Un exemple concret, la Voiture électrique ...
Elle réduit les émissions en utilisation mais son bilan carbone en fabrication est 70% plus élevé qu'une thermique (dû aux batteries). Pour électrifier le parc auto mondial, il faudrait extraire 2 milliards de tonnes de métaux (lithium, cobalt, nickel), soit un dépassement de 300% des réserves connues (AIE, 2023).
II - Les lois fondamentales de la physique
Conservation de l'énergie (rendements décroissants des ER) et entropie (impossibilité du recyclage parfait) semblent montrer que les ER ne peuvent espérer soutenir une société hyper-énergivore...
Cette question, fondamentale, de la difficulté des énergies renouvelables à perpétuer le modèle industriel actuel est traitée via deux argumentaires très distincts,
1- L'argument de l'EROI (Energy Return on Investment)
L'EROI pointe un obstacle biophysique : même avec une technologie optimisée, l'énergie nette des ENR pourrait être physiquement insuffisante.
2 - et celui des rendements décroissants développé par des économistes comme Jason Hickel ou Kate Raworth.
Les rendements décroissants révèlent un obstacle socio-économique : le capitalisme transforme les gains d'efficacité en nouvelles consommations, sabotant la durabilité.
1. L'argument de l'EROI (Biophysical Economics)
- Limites thermodynamiques et 2ᵉ loi (entropie) : toute transformation d'énergie ou de matière dégrade les ressources.

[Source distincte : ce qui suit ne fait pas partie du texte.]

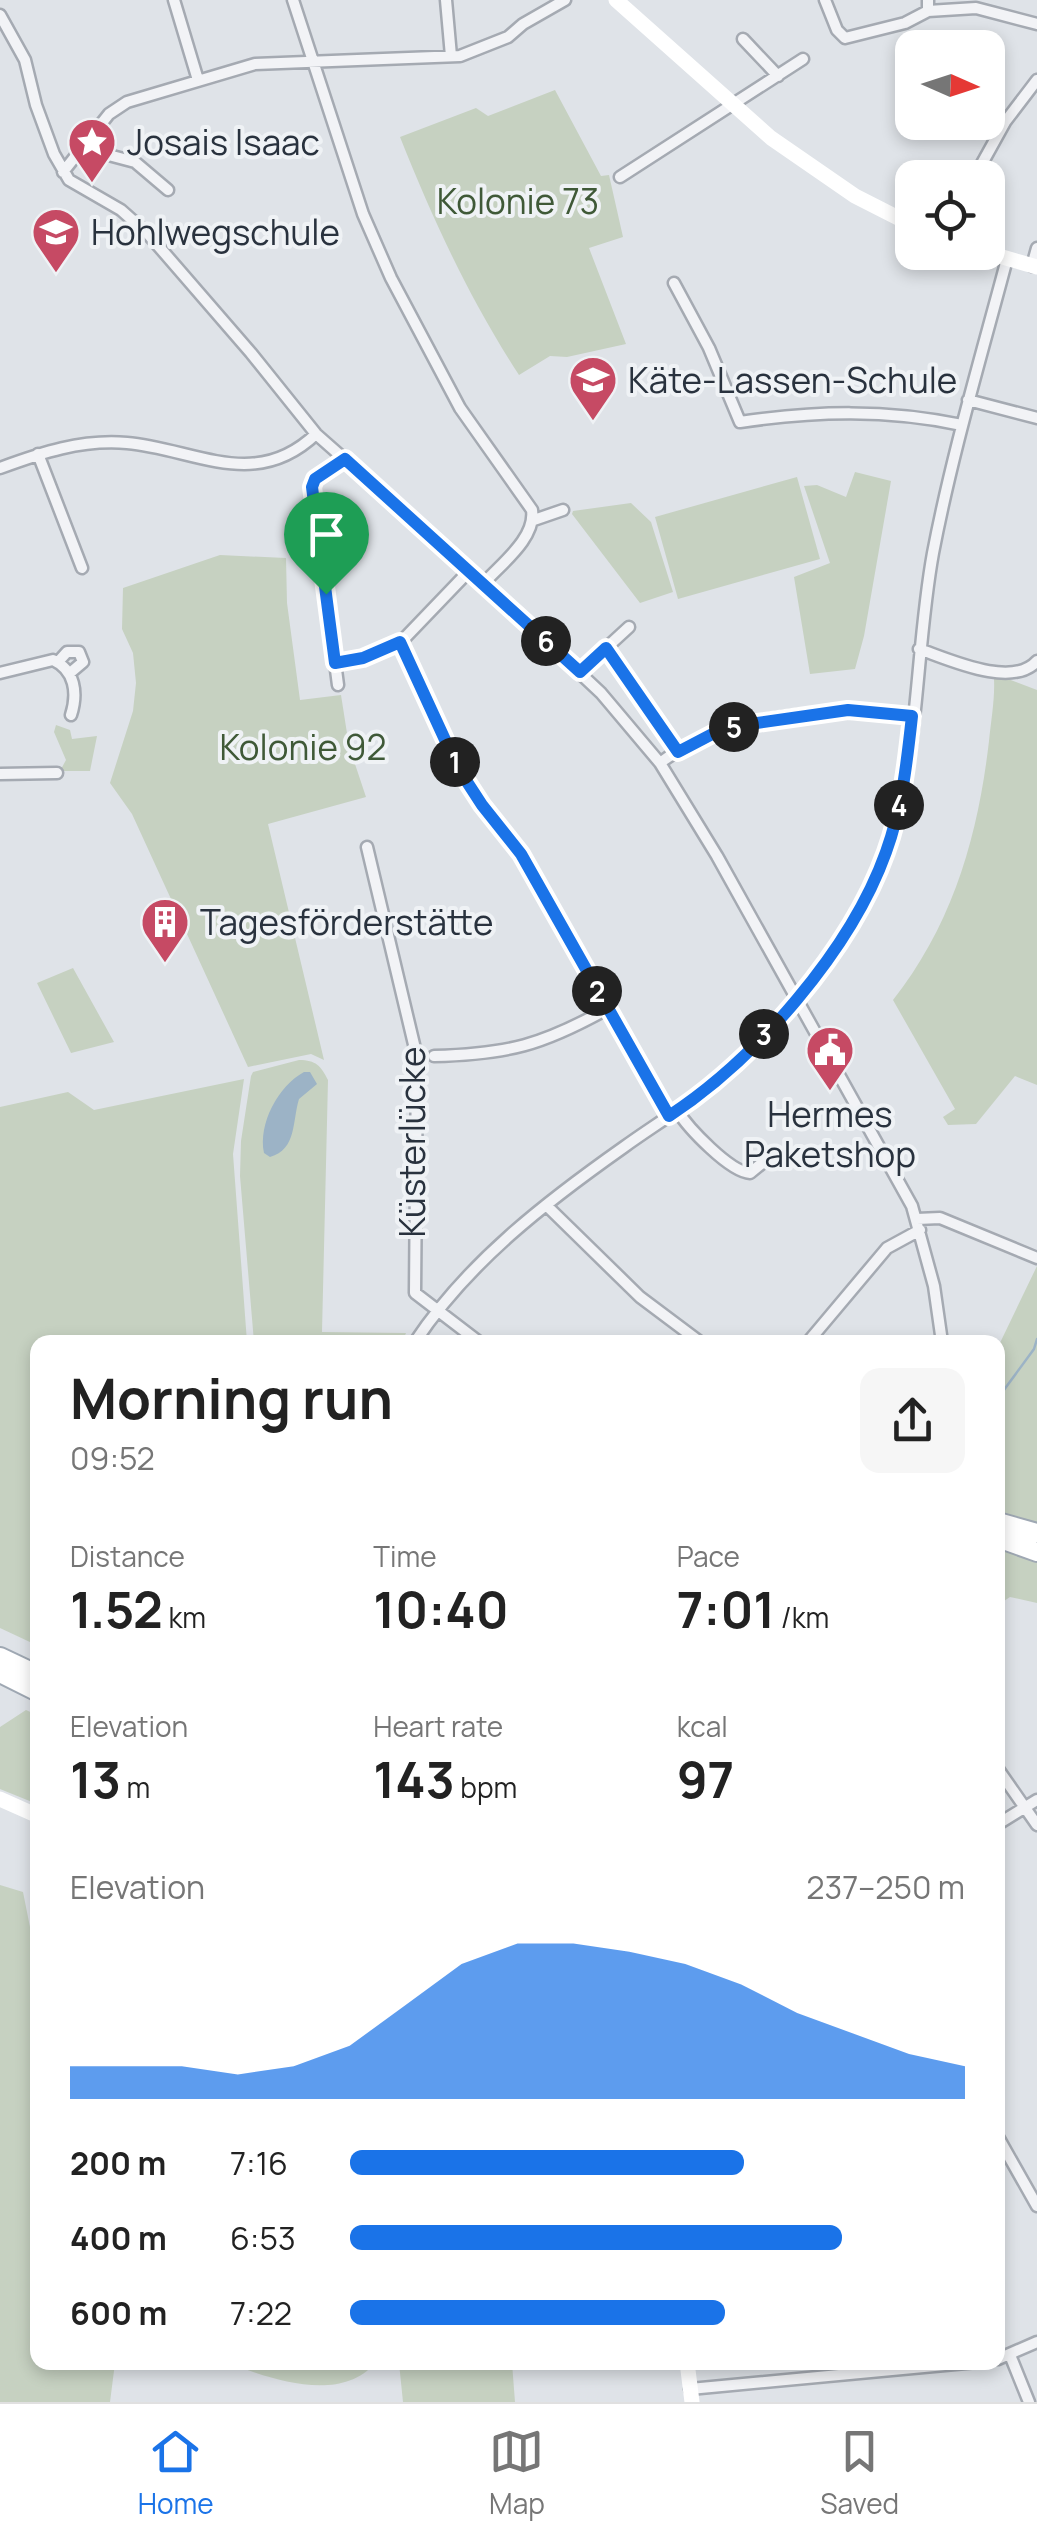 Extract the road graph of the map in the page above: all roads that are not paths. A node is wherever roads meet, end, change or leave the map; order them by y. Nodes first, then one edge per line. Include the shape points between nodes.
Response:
1 (174, 0) edge
2 (293, 0) edge
3 (446, 0) edge
4 (565, 0) edge
5 (616, 0) edge
6 (824, 0) edge
7 (928, 6) edge
8 (0, 15) edge
9 (1037, 24) edge
10 (743, 40) dead end
11 (451, 56) junction
12 (803, 59) dead end
13 (313, 61) junction
14 (778, 76) junction
15 (198, 80) junction
16 (1037, 80) edge
17 (734, 105) junction
18 (82, 148) junction
19 (984, 160) edge
20 (63, 172) junction
21 (620, 177) dead end
22 (168, 190) dead end
23 (895, 216) edge
24 (1037, 248) edge
25 (1005, 258) edge
26 (1008, 259) junction
27 (1034, 266) edge
28 (674, 283) dead end
29 (968, 400) junction
30 (1037, 418) edge
31 (962, 425) junction
32 (316, 434) junction
33 (38, 454) junction
34 (345, 459) junction
35 (0, 468) edge
36 (563, 510) dead end
37 (534, 520) junction
38 (82, 568) dead end
39 (470, 570) junction
40 (484, 583) junction
41 (629, 627) dead end
42 (400, 642) junction
43 (606, 648) junction
44 (919, 649) junction
45 (1037, 661) edge
46 (58, 662) junction
47 (335, 663) junction
48 (580, 672) junction
49 (0, 673) edge
50 (70, 673) junction
51 (338, 685) dead end
52 (72, 715) dead end
53 (912, 716) junction
54 (678, 752) junction
55 (660, 764) junction
56 (57, 773) dead end
57 (0, 774) edge
58 (367, 848) dead end
59 (798, 999) junction
60 (607, 1009) junction
61 (434, 1056) dead end
62 (673, 1113) junction
63 (766, 1160) dead end
64 (547, 1206) junction
65 (918, 1224) junction
66 (1037, 1258) edge
67 (436, 1311) junction
68 (420, 1335) edge
69 (469, 1335) edge
70 (691, 1335) edge
71 (814, 1335) edge
72 (941, 1335) edge
73 (1037, 1533) edge
74 (1009, 1535) edge
75 (1037, 1552) edge
76 (0, 1658) edge
77 (30, 1671) edge
78 (0, 1673) edge
79 (30, 1688) edge
80 (1005, 1780) edge
81 (0, 1799) edge
82 (1037, 1800) edge
83 (1024, 1809) junction
84 (30, 1812) edge
85 (1005, 1820) edge
86 (1037, 1825) edge
87 (1005, 2149) edge
88 (1037, 2206) edge
89 (1037, 2342) edge
90 (1005, 2357) edge
91 (1005, 2359) edge
92 (687, 2370) edge
93 (910, 2370) edge
94 (691, 2396) edge
95 (1029, 2402) edge

1 - 15 street
2 - 13 street
3 - 11 street
4 - 11 street via 508,38
5 - 17 main road
6 - 7 street via 842,36 905,23
7 - 9 street via 976,8
8 - 20 street via 25,60
10 - 14 street
11 - 13 street
12 - 14 street
13 - 15 street via 244,66
13 - 37 street via 391,278 460,408 528,498
14 - 17 street
15 - 18 street via 118,106
16 - 19 street
17 - 21 street
17 - 23 main road via 808,166
18 - 20 street
18 - 22 street via 135,162
20 - 32 street via 148,234
24 - 27 street
25 - 26 main road
26 - 27 main road
26 - 29 street
28 - 31 street via 740,422 846,412
29 - 30 street
29 - 31 street
31 - 44 street
32 - 33 street via 286,454 248,466 125,442
32 - 34 street
33 - 35 street
33 - 38 street
34 - 39 street
34 - 47 street via 312,487
36 - 37 street
37 - 40 street
39 - 40 street
39 - 42 street
40 - 48 street
41 - 43 street
42 - 47 street
42 - 60 street via 458,768 521,854
43 - 48 street
43 - 54 street
44 - 45 street via 995,672 1027,670
44 - 53 street
46 - 49 street
46 - 50 street
46 - 50 street via 67,652 79,652 80,667
47 - 51 street
48 - 55 street
50 - 52 street
53 - 54 street via 848,710 750,724 720,730
53 - 59 street via 904,786 886,853 850,925
54 - 55 street
55 - 59 street
56 - 57 street
58 - 67 street, Küsterlücke via 417,1057 412,1282 418,1298
59 - 62 street
59 - 65 street
60 - 61 street via 526,1048
60 - 62 street
62 - 63 street via 738,1171 750,1173
62 - 64 street
64 - 67 street
64 - 70 street via 640,1297
65 - 66 street via 940,1218
65 - 71 street via 887,1248
65 - 72 street
67 - 68 street
67 - 69 street
73 - 74 main road
74 - 75 main road
76 - 77 main road
78 - 79 main road
80 - 83 street
81 - 84 main road
82 - 83 street
83 - 85 street
83 - 86 street
87 - 88 street
89 - 90 street
91 - 95 street
92 - 94 main road
93 - 94 street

Recycler un produit demande plus d'énergie que sa création initiale (un exemple, l'aluminium recyclé, c'est 95% d'énergie économisée, mais un recyclage qui nécessite 40% d'énergie supplémentaire pour collecter / trier). Autre limite physique : seulement 9% du plastique mondial est recyclé (OCDE, 2022)...
- L'EROI mesure le ratio entre l'énergie produite par une source (éolien, solaire) et l'énergie investie pour la construire, l'entretenir et la remplacer (extraction de métaux, fabrication, transport, recyclage, etc.). Un Seuil critique : Si l'EROI < 10:1 (selon Hall, Murphy), l'énergie nette disponible devient insuffisante pour maintenir les services complexes d'une société industrielle (santé, éducation, R&D, etc.).
- Mais l'affirmation selon laquelle une étude de Biophysical Economics (2021) montre que l'EROI (Energy Return on Investment) des énergies éolienne et solaire est insuffisant pour soutenir une société industrielle complexe mérite une analyse nuancée, car ce débat est complexe et en constante évolution. L'EROI solaire/éolien s'améliore constamment (rendements des panneaux, durée de vie, recyclage). Des études récentes (2022–2024) montrent des valeurs bien plus élevées qu'il y a 10 ans. De plus, les renouvelables ne fonctionnent pas seules. Un système combiné (éolien + solaire + hydro + stockage + gestion de la demande) peut maintenir un EROI global suffisant. Le World Energy Outlook (AIE, 2023) ou l'IRENA estiment que les renouvelables peuvent soutenir une économie décarbonée. L'idée d'une impossibilité structurelle des renouvelables à soutenir la société industrielle reste marginale dans la communauté scientifique.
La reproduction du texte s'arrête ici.